Quite insightful. The three times I’ve been to the ER for myself or a friend after a bike wreck, I always wonder if the people at the front desk realize the extent of our injuries. It just seems weird to be sitting in a waiting room bleeding all over the floor as other waiters go “ewwwwww…”
However, it’s a great point… we’re walking (ok, limping), talking, and breathing. It could be a lot worse, and if it was, I’d really not want to be waiting because someone with a body slammed into the pavement but feeling okay was taking up the time of a doctor who should be seeing my life-threatening issues.
“…if they speak one language at home and English at school, they may have never learned medical words”
So. very. true. Trying to translate between the doctor and my grandmother, I was at a complete loss to explain what was going on. There are just too many words I don’t know.
Thankfully the translator showed up 10 minutes later and grandma was comforted by the fact that the doctor could hear everything she has to say. (Yes, she talks a lot.)

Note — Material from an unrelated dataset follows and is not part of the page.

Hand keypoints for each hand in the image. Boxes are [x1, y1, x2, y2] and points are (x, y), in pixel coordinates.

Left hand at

Number 1 leads to an even more horrendous outcome, that is the education of the population that minor illnesses REQUIRE EMERGENCY LEVEL OF CARE. Think about the effect this education has on a society.
best,
Flea
Quite insightful indeed.
I remember my first experience with #2 on your list, the fun waiting. I was around 8, with a fish hook hanging from my cheek (one of those really colourful ones, with feathers and stuff). So there I was, waiting for the doc to come back from lunch, with both my parents making fun of how I looked to make themselves feel less guilty about the whole thing.

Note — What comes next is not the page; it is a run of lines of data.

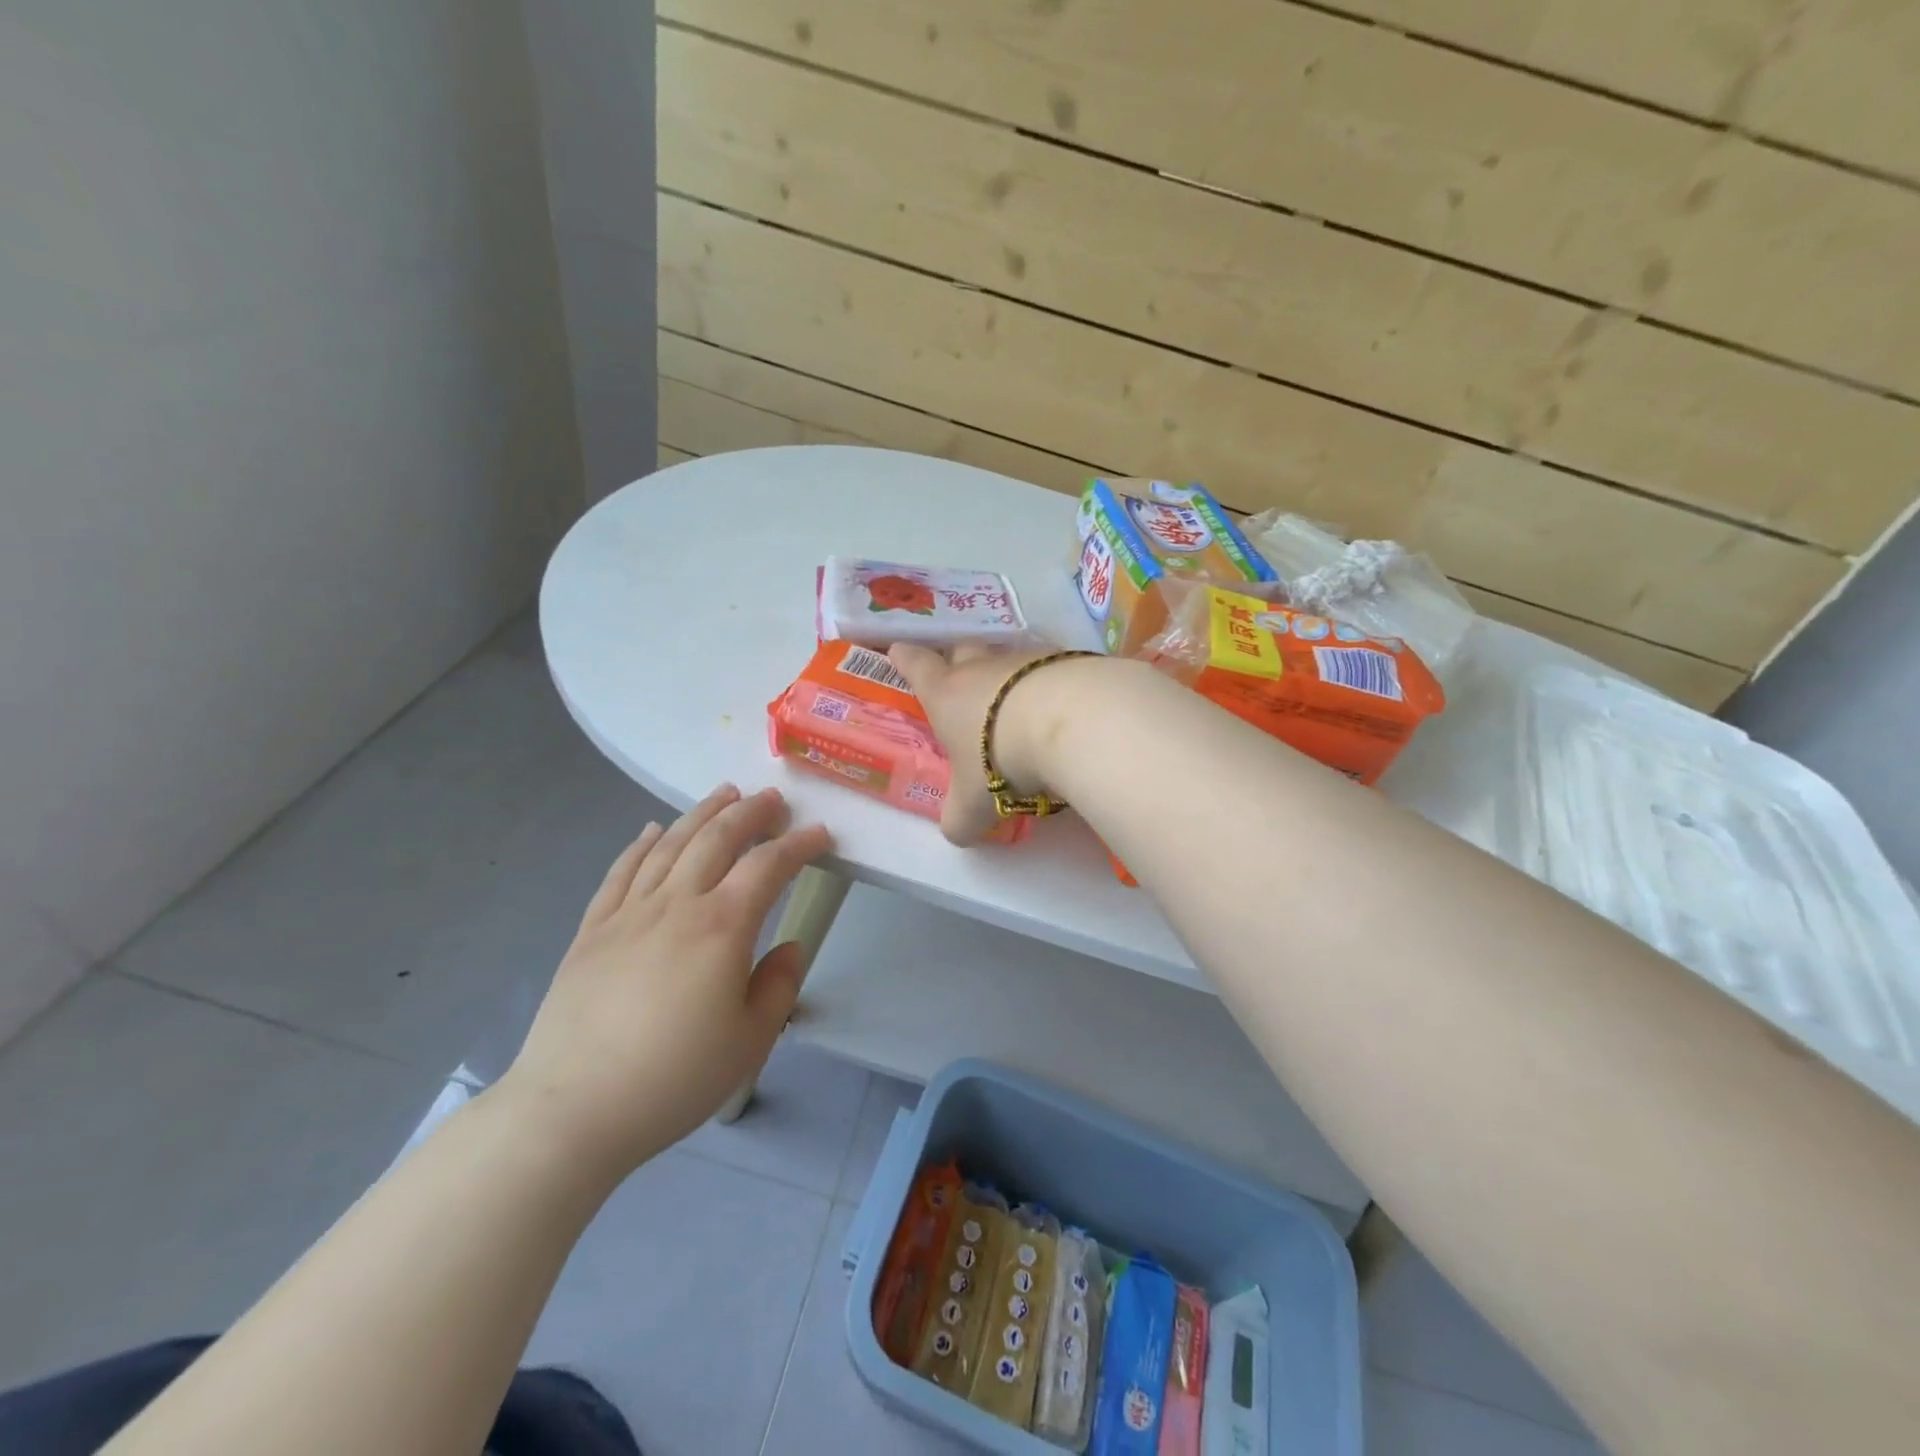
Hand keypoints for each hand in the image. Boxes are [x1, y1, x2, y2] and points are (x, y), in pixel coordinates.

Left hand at [497, 784, 831, 1180]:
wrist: (573, 1109)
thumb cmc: (674, 1078)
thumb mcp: (751, 1041)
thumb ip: (779, 986)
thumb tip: (789, 947)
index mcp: (722, 927)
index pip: (768, 867)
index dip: (798, 844)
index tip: (819, 833)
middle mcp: (676, 904)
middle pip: (717, 839)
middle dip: (750, 813)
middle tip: (772, 799)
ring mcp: (628, 913)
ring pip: (670, 844)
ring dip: (701, 814)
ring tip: (724, 795)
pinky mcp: (592, 930)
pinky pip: (621, 872)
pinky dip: (642, 844)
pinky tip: (653, 830)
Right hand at [888, 642, 1109, 845]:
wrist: (1069, 721)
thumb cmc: (1001, 758)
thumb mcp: (973, 804)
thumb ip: (960, 819)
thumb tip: (957, 831)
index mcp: (946, 694)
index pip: (917, 666)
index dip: (906, 659)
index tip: (898, 650)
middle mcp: (982, 668)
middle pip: (962, 650)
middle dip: (957, 659)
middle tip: (959, 674)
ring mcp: (1025, 659)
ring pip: (1008, 657)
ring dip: (1008, 674)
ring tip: (1016, 697)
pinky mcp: (1067, 660)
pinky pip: (1051, 666)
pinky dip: (1050, 681)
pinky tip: (1061, 703)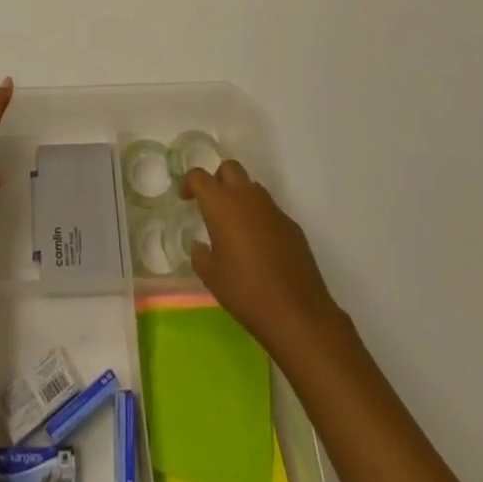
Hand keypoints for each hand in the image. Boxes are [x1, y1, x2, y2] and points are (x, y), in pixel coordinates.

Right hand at [181, 160, 343, 355]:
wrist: (297, 313)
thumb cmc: (245, 291)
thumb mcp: (211, 276)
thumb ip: (200, 255)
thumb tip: (200, 245)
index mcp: (221, 204)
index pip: (199, 176)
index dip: (188, 183)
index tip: (185, 198)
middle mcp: (247, 197)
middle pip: (229, 168)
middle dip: (217, 180)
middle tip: (212, 205)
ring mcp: (273, 209)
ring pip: (252, 187)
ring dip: (240, 198)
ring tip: (236, 229)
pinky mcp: (292, 225)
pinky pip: (270, 211)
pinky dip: (260, 219)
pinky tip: (260, 248)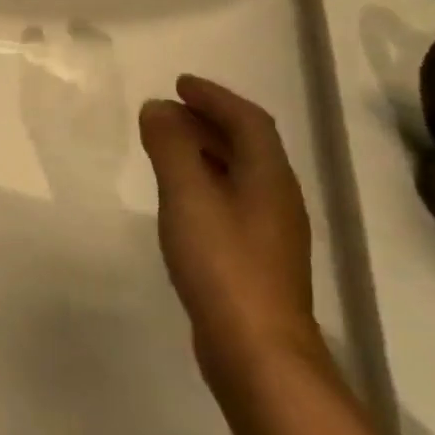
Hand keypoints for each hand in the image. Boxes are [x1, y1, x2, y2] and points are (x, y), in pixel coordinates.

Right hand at [137, 75, 319, 385]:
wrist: (257, 350)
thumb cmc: (223, 264)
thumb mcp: (188, 196)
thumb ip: (171, 147)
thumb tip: (158, 108)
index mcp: (268, 177)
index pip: (248, 121)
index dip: (215, 97)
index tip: (179, 84)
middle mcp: (277, 198)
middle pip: (247, 146)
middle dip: (209, 121)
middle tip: (168, 110)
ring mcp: (270, 233)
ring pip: (240, 175)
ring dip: (207, 151)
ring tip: (168, 147)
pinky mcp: (256, 260)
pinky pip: (231, 201)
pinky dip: (206, 183)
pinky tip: (182, 200)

I don’t think I’ve been to the ED since then. I plan to avoid it in the future too if at all possible, not because it was a bad experience (they had great comic books, and comfy chairs), I don’t know, I think I’m just a “wait till the family doc has time” kind of person.

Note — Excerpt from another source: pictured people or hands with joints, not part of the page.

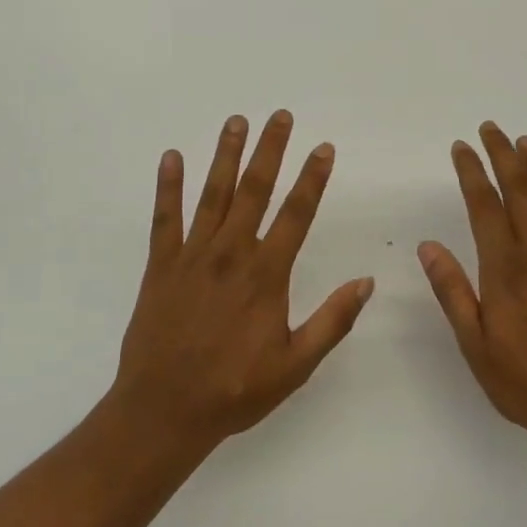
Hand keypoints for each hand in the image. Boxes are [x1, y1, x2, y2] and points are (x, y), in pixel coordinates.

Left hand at [109, 111, 373, 449]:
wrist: (164, 410)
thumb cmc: (235, 390)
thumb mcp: (295, 365)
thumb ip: (332, 321)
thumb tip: (366, 282)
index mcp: (266, 276)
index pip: (296, 215)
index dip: (312, 179)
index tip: (323, 148)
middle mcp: (230, 255)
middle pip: (254, 191)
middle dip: (270, 150)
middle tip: (280, 116)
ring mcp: (192, 257)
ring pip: (212, 195)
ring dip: (225, 155)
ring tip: (236, 121)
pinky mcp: (160, 266)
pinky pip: (164, 218)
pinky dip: (168, 186)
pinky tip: (172, 157)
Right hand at [418, 122, 526, 444]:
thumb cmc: (524, 381)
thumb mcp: (474, 345)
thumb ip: (453, 292)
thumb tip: (429, 246)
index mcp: (506, 272)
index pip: (486, 208)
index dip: (472, 173)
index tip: (461, 147)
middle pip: (521, 192)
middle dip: (504, 156)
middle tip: (491, 128)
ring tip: (524, 141)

That’s an excellent point, Flea. Changes people’s expectations about what level of workup they “should” be getting. Maybe I’ll try pointing this out to people that end up having minor illnesses.
Where I trained, we eventually had to take it upon ourselves regularly to check the people on the stacked-up gurneys, to be sure they were ok; the triage system was often overwhelmed. If you stayed in the acute care area and just picked up the next chart in the pile, you could easily fail to notice what was going on in the hallway, crowded as it was with people waiting to be seen for a sore throat, and others patiently bleeding internally.
Eeep, then I read the title there, I just assumed “ED” meant “Erectile Dysfunction.” When it said in bold “your doctor will assume the worst,” I had touble imagining what that might be (???).
I guess I’m just used to calling it the “ER.”
Anyway, an insighful post, and some things you mentioned are really important for patients to know in order to get the right type of attention from the system.
Just another FYI- Most everyday orthopaedic injuries (bone/joint/muscle)can wait for a day or so to be treated by your local orthopedic surgeon. What often happens is that you roll you ankle and can’t walk on it…(or you shut your finger in a car door, or fall and hurt your wrist, or jump of a moving vehicle and feel a tearing sensation in your knee… you get the idea) and you go to the ER (I’m with you Jessica…ER not ED). With an injury like that, you are WAY down on the list (while all those people rude enough to come in AFTER you with leaking intracranial anyeursms get treated BEFORE you).
After many hours of waiting, you get an Xray that shows maybe a small fracture, but we can’t really tell so go see an orthopedist (or you have a definite fracture, go see and orthopedist; or nothing is broken, but you may have torn something, go see an orthopedist; or looks OK, here is some ibuprofen and if it doesn’t get better go see an… you get the idea). Now if bone is sticking though the skin; or you were in a car accident with multiple injuries; or you and your body part arrive in separate vehicles, by all means, go to the ER.
But bottom line, you can save a lot of time (not to mention money) by going first to where you will be sent next anyway.